Taiwan activated its defence systems on Thursday after reporting 37 Chinese military aircraft flying into the island’s air defence zone, some of which then flew into the western Pacific, in Beijing’s latest mass air incursion.
China, which views democratically-governed Taiwan as its own territory, has over the past three years regularly flown its air force into the skies near the island, though not into Taiwan’s territorial air space.
Taiwan’s defence ministry said that starting from 5 a.m. (2100 GMT) it had detected 37 Chinese air force planes, including J-11 and J-16 fighters as well as nuclear-capable H-6 bombers, flying into the southwestern corner of its air defence identification zone, or ADIZ. The ADIZ is a broader area Taiwan monitors and patrols to give its forces more time to respond to threats.
Some of the Chinese aircraft flew to Taiwan’s southeast and crossed into the western Pacific to perform “air surveillance and long distance navigation training”, the ministry added in its short statement.

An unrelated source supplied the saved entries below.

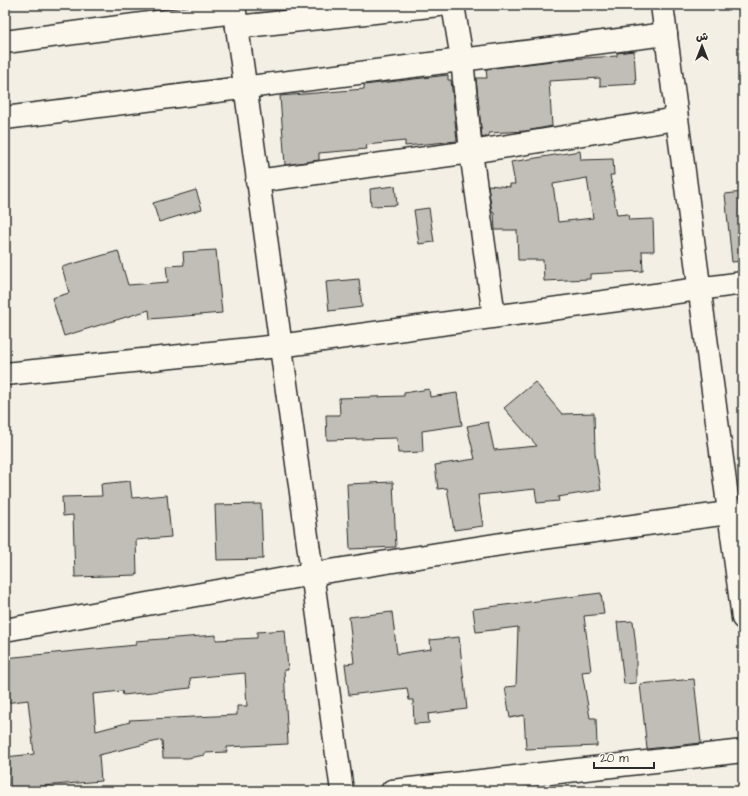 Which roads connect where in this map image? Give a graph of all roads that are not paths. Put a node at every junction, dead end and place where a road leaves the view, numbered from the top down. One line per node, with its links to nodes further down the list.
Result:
1 (439, 5): 4 (street)
2 (453, 5): 7 (street)
3 (662, 5): 5 (street)
4 (235, 14): 6 (street); 8 (street)
5 (666, 34): 7 (street); 10 (street)
6 (5, 42)
7 (462, 59): 8 (street); 11 (street)
8 (245, 89): 9 (street); 12 (street)
9 (5, 118)
10 (676, 119): 11 (street); 14 (street)
11 (471, 152): 12 (street); 15 (street)
12 (257, 180): 16 (street)
13 (743, 283): 14 (street)
14 (699, 289): 15 (street); 18 (street)
15 (494, 316): 16 (street)
16 (279, 346): 17 (street); 19 (street)
17 (5, 374)
18 (736, 512): 19 (street); 20 (street)
19 (312, 574): 21 (street); 23 (street)
20 (743, 618)
21 (5, 630)
22 (743, 751): 24 (street)
23 (342, 791)
24 (392, 791) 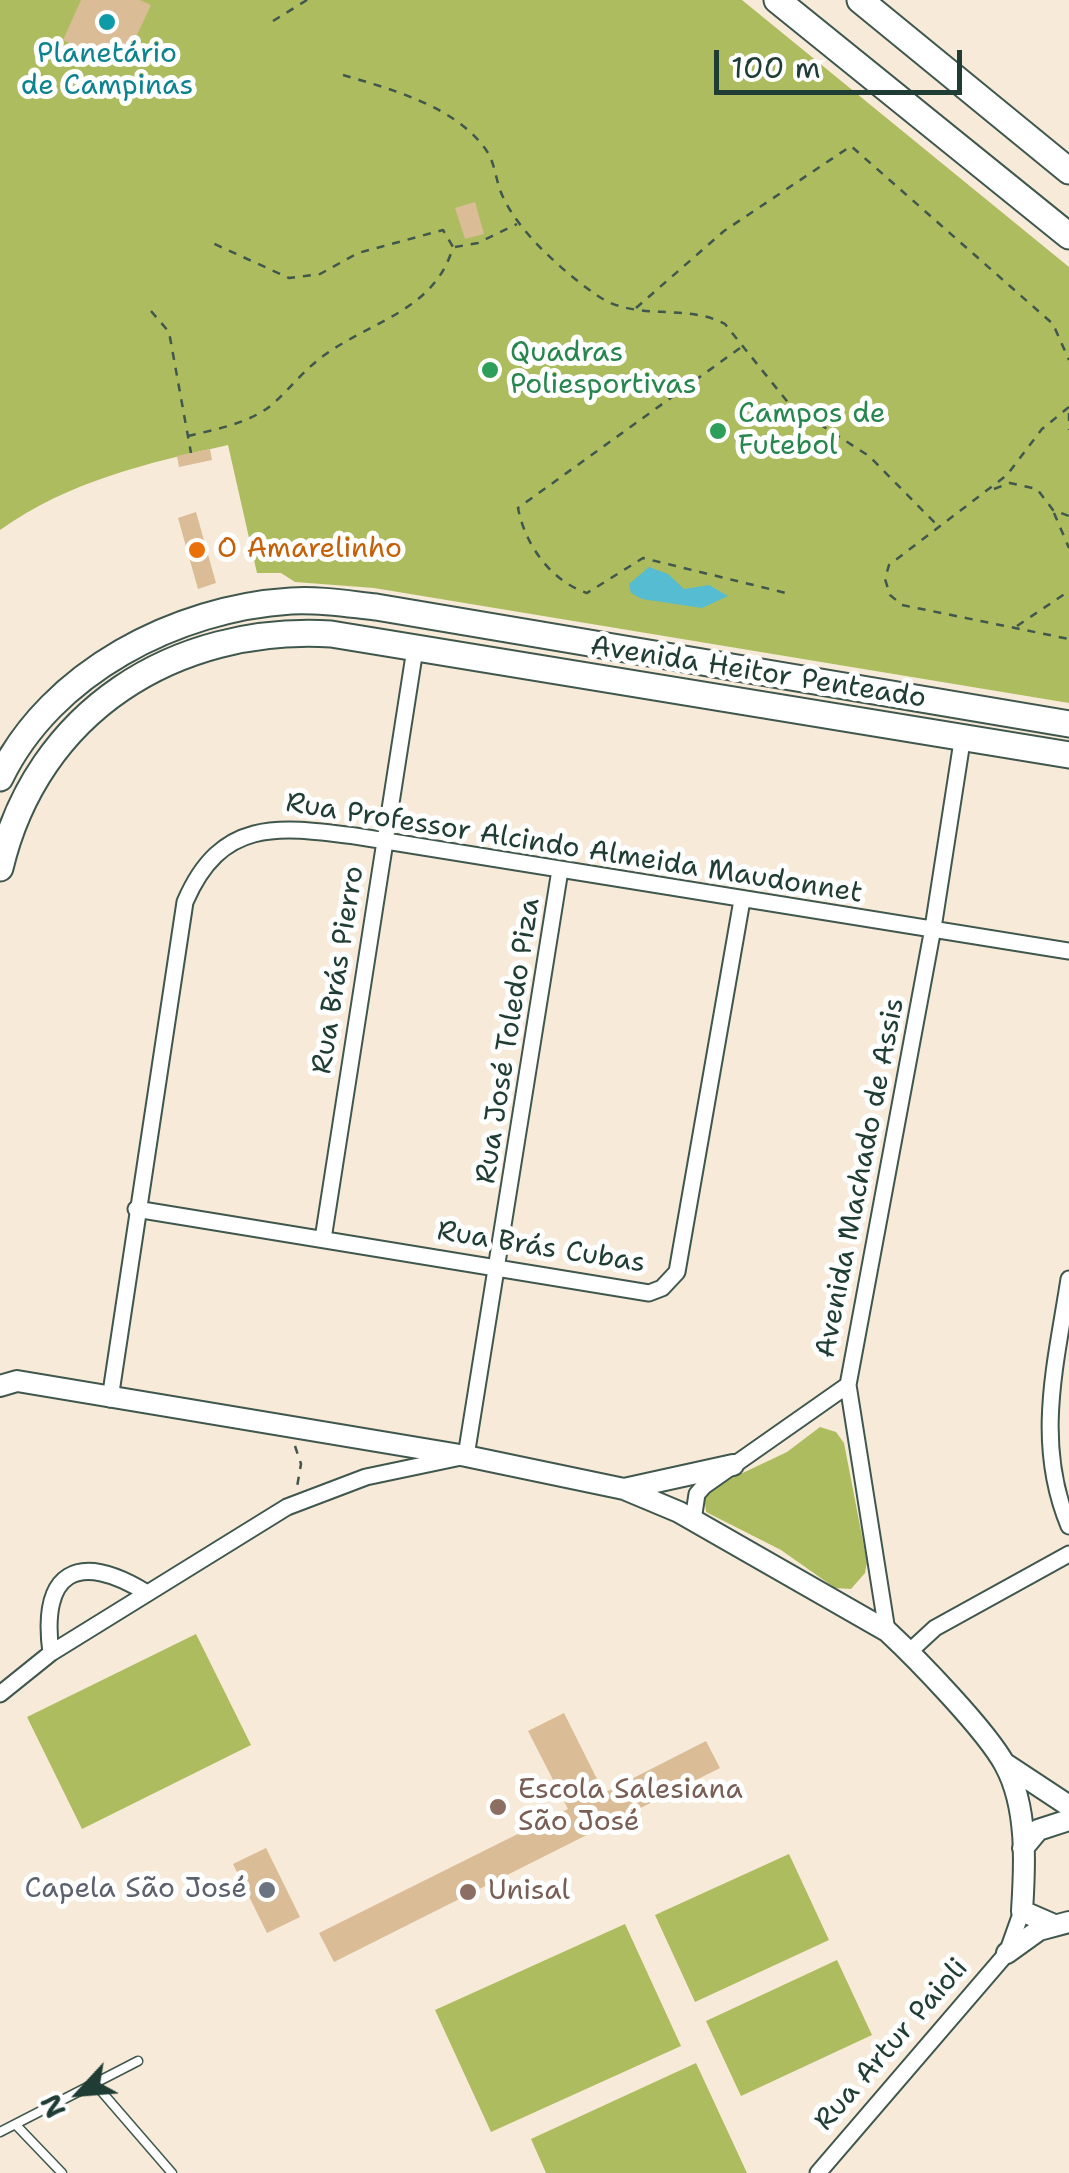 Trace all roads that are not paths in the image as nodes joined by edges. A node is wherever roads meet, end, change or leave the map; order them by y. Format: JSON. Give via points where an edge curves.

Taiwan sent its own aircraft and ships to keep watch and activated land-based missile systems, it added, using its standard wording for how it responds to such Chinese activities.
China’s defence ministry did not immediately respond to a request for comment.
China completed a second phase of joint air patrols with Russia over the Western Pacific on Wednesday, following flights on the previous day over the Sea of Japan and East China Sea, prompting concerns in Japan over national security.
In April, China held war games around Taiwan following a trip to the United States by Taiwan President Tsai Ing-wen.
Taiwan’s government rejects China’s sovereignty claims and says only the island’s people can decide their future.